But this is because even Windows is re-evaluating the market regards what an OS should offer. The point is the entire market is changing.
To me Macs and Thunderbolt will give me maximum flexibility (with other Macs at least). Actually Asus and Acer have announced support for Thunderbolt as well. I’ll bet it’ll be on laptops first. Somebody is thinking that all this high speed I/O is in demand on laptops the most . . . because pros don’t use laptops, you think?
[Aindreas Gallagher] “the days of FCP studio are going to end up being eulogised. particularly if avid goes under now too.
editing is sliding into a hole here.”
All the NLE makers are grappling with this and certainly the Pros are as well. When Pros paid $100k for a system it didn’t need to be a large market to be profitable relative to the low cost masses.
What we have is Avid and Apple both had portions (although sometimes different portions) of the Pro market and it are reacting to the changes in the economics of the Pro market.
Adobe Premiere Pro didn’t’ have that market (but certainly After Effects was there but there are certainly higher end contenders as well in motion graphics) and they’re trying to get further in that market. If all they pick up are the FCP pieces it may be limited growth. Of course Adobe, like Apple (and unlike Avid) isn’t solely dependent on the Pro market. They’re diversified companies.

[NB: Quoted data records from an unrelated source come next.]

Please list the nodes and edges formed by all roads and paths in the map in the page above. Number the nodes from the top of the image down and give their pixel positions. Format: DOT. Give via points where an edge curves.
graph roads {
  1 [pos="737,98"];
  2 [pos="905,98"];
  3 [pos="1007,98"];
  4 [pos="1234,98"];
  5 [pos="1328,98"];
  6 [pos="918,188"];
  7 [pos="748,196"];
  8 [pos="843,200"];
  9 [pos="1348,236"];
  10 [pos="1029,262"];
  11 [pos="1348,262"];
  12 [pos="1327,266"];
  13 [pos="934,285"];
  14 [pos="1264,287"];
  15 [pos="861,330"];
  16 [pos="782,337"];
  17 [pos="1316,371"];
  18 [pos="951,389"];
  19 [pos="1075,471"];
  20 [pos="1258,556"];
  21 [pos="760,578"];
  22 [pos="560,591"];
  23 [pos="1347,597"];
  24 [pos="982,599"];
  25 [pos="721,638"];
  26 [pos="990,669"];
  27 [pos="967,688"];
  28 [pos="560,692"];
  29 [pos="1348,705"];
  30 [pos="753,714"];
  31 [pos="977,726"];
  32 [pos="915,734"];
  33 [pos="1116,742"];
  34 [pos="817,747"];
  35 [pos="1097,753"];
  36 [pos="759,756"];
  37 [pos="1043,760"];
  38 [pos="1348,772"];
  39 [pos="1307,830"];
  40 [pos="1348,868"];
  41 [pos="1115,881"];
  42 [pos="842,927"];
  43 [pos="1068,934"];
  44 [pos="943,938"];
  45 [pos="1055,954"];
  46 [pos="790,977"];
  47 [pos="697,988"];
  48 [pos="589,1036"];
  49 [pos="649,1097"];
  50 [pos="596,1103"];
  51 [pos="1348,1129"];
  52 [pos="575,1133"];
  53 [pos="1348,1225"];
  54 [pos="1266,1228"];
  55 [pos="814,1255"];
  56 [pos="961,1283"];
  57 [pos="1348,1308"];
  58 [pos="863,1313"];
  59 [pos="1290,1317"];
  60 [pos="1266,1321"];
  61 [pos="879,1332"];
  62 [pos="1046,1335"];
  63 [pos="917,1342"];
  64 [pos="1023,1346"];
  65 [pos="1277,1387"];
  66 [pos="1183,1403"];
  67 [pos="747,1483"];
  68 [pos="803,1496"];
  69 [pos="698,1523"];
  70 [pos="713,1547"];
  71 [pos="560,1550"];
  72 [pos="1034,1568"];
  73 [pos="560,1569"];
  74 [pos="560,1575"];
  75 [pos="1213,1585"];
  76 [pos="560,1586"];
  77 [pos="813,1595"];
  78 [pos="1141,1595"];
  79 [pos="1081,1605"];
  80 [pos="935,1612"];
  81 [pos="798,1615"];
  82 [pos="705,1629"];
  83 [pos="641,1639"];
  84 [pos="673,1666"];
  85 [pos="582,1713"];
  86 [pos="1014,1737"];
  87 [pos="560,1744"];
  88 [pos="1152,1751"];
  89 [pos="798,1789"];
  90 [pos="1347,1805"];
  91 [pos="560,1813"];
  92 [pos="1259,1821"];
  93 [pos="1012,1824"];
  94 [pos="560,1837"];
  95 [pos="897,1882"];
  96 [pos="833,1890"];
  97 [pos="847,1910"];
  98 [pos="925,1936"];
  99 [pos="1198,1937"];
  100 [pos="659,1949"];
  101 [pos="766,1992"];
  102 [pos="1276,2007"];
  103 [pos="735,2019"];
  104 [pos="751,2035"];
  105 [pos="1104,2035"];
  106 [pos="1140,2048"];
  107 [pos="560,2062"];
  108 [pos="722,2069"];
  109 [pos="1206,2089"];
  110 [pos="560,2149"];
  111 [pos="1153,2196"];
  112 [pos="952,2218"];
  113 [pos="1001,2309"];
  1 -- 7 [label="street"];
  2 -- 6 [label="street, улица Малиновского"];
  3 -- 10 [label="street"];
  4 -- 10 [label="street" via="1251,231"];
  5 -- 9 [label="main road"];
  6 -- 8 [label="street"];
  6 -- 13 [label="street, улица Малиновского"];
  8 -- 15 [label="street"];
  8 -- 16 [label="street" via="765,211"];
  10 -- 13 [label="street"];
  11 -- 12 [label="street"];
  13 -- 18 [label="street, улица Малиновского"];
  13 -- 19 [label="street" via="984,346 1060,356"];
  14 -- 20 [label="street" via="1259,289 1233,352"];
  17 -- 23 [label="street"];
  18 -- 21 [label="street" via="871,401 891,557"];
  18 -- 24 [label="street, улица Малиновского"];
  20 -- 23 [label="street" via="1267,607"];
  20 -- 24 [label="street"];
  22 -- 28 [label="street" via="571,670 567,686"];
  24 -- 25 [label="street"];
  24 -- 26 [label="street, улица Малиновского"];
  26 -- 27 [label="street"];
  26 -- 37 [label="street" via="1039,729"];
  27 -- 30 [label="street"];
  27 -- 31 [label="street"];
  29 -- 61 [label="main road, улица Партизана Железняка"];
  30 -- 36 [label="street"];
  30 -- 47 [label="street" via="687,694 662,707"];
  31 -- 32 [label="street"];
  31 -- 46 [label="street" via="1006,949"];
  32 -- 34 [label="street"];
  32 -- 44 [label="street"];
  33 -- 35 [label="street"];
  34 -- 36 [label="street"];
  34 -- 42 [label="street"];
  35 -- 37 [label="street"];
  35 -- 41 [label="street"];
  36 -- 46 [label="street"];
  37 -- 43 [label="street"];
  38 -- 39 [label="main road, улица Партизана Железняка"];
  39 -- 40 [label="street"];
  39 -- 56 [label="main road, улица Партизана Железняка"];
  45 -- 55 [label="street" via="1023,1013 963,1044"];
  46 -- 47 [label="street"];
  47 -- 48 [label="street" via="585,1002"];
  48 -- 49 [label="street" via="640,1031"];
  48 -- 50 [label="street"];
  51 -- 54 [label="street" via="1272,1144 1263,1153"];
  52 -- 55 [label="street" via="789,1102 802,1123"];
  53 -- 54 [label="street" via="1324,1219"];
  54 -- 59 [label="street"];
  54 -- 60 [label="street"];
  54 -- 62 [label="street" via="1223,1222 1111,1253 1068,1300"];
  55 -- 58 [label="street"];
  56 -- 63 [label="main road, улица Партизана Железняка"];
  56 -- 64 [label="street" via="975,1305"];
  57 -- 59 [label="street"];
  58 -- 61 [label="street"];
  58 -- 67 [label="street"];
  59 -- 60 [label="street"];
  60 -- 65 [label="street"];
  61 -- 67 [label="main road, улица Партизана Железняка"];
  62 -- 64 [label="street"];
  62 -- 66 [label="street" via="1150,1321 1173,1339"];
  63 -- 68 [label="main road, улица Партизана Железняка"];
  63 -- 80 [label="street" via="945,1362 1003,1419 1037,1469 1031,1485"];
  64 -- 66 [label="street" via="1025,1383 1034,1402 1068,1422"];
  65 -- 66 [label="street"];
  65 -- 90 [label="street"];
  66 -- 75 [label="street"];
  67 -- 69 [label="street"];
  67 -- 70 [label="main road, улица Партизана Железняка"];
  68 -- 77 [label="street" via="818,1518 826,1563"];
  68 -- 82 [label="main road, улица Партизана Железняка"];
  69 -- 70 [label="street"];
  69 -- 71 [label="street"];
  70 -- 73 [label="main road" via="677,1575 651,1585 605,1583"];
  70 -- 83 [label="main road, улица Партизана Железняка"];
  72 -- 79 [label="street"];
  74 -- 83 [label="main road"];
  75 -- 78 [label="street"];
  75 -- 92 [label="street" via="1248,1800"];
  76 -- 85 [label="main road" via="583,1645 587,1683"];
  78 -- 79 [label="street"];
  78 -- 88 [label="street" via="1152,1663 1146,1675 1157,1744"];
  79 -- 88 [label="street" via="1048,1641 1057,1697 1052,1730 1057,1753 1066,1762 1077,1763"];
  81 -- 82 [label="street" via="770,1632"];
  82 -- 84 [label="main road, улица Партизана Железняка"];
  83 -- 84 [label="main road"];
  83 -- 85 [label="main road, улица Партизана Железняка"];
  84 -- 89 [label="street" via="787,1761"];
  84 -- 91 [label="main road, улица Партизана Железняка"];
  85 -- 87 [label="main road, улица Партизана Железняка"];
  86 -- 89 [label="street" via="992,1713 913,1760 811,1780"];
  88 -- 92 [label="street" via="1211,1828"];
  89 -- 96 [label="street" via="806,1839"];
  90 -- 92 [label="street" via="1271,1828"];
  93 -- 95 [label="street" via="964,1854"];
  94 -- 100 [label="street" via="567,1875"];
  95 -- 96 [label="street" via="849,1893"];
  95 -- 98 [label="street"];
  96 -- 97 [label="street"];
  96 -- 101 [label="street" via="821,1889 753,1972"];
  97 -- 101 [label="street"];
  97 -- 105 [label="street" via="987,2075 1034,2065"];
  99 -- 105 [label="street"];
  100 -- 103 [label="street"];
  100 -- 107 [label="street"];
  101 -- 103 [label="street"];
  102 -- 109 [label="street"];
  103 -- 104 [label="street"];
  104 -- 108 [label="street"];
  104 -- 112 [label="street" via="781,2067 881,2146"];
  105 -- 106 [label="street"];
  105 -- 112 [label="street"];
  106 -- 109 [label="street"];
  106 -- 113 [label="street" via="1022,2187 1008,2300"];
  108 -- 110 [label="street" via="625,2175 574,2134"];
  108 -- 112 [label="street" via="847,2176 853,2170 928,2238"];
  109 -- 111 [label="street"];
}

Adobe is trying to make PP the logical FCP replacement. Apple is trying to expand the market base for professional I/O, storage, etc throughout their product line while they play a bit of catchup with their NLE.
Meanwhile systems builders have to deal with a market in which OS, hardware, NLEs themselves, are undergoing such rapid change that ROI has to be fairly quick because next year may look very different than this year.
The “saving grace” is relative to the past, the costs of changing has dropped to its lowest every. It would seem the model has changed from “spend $100k and you’re OK for 5 years” to “spend $10k and be prepared to spend another $10k next year.” Of course you have to factor in things like “equipment burn in” and an annual learning curve.
I think people are upset because we went through a period of stability XPs long life on Windows, the rarely changing Avid, the steady state of FCP and incremental software and hardware improvements on Mac. We’re now going through a period of rapid change and there’s little time to evaluate the change.
So the “dependable” Avid ship has been taking on water for years now.
Adobe doing its best to explain to them why they should be using something they’ve “overlooked” for years.
Apple doing “magic tricks” with new hardware and software and then trying to explain by pulling a select few into a back room to explain the magic because they don’t seem to want to give away how the trick works in public.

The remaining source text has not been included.